This book breaks this stereotypical thinking. The book begins with acquainting us with what depression is and what are the symptoms. In the process, it succeeds in creating awareness on the taboo subject. Very often, we fail to recognize the symptoms of depression even if we ourselves or a close acquaintance of ours is passing through this phase. Shaheen’s own personal experiences in this regard are truly gut-wrenching. She lets us see the inner turmoil and the profound pain of the person suffering from depression.
What I found most endearing are the last few pages of the book. Almost all of us have undergone down phases in our lives, though not all of us are clinically depressed. The words of Mahesh Bhatt are truly inspiring to all of us. In our constant bid to be happy, we forgot that happiness is an ideal, maybe non-existent, state.

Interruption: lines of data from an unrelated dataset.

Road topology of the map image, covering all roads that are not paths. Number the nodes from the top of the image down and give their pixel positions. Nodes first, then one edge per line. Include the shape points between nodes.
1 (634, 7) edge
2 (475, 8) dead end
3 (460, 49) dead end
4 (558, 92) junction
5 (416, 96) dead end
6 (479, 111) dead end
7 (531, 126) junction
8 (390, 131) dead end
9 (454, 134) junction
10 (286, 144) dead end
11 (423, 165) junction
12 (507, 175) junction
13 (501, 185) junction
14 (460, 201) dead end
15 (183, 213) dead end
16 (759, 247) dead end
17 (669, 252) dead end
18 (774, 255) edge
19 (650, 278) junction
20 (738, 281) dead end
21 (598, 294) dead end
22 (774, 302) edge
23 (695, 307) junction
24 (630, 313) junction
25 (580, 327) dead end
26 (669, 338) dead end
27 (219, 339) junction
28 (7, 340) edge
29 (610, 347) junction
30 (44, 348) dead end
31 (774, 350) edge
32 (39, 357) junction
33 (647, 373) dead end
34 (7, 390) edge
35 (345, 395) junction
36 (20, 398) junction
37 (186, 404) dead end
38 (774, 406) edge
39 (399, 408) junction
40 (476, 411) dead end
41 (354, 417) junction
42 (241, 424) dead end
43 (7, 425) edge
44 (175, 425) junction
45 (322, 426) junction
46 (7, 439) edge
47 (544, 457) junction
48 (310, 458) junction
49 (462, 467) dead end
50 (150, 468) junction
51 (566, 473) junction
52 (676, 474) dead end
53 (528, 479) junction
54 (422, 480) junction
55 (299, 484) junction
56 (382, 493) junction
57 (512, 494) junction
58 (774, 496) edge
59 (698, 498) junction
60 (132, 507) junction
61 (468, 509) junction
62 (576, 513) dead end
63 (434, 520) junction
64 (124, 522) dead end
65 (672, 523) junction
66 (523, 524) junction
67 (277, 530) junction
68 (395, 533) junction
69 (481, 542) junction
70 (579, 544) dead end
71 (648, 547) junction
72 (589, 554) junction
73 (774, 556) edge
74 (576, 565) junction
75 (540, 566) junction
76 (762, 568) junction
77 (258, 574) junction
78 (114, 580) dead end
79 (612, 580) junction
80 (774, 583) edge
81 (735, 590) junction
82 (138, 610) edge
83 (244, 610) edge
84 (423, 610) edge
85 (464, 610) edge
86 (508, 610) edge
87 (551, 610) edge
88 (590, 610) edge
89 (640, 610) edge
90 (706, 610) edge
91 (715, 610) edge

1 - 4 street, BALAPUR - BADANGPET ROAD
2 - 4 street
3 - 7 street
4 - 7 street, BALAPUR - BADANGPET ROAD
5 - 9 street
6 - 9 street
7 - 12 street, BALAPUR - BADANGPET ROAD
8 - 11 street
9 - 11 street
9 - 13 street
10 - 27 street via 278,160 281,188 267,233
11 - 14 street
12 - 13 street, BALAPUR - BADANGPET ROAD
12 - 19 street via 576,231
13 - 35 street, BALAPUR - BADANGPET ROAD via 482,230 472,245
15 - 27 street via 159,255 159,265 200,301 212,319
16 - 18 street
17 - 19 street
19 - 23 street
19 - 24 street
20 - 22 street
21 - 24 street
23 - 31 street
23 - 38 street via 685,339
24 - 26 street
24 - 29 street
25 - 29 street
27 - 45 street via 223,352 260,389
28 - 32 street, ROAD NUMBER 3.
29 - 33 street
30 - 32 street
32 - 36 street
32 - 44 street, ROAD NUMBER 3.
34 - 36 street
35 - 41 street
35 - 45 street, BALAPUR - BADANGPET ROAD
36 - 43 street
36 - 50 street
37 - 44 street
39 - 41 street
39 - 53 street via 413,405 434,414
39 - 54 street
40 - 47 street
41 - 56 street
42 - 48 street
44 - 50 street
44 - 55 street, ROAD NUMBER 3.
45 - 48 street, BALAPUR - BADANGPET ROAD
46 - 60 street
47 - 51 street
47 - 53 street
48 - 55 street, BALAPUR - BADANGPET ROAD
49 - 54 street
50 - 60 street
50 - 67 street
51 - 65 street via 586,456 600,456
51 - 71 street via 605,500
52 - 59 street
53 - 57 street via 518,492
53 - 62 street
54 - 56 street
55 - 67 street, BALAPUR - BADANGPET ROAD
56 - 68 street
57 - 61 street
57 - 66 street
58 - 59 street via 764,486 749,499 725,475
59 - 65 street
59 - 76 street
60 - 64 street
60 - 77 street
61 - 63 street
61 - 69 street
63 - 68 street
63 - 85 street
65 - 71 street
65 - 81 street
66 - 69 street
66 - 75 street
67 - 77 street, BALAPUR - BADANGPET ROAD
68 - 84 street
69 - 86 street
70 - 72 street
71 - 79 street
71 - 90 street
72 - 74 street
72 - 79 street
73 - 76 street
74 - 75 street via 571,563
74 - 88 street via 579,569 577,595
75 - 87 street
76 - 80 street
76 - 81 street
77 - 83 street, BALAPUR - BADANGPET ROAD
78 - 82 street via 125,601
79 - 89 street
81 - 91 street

“You’re constantly trying to reach this non-existent, ideal state of emotional well-being. It’s not real.”
And then, “You can’t spend your life feeling bad about feeling bad.”
Shaheen rightly points out, “Happiness is a one-note emotion that doesn’t challenge you in any way.”
Do read the book. Even if you don’t want to learn about depression, read this book to look differently at the ever-elusive “happiness”.
Image via WION
An engineer by education, I am a civil servant by profession. A doting mother. An avid reader. I try my hand at writing as and when ideas tussle inside my head. read more...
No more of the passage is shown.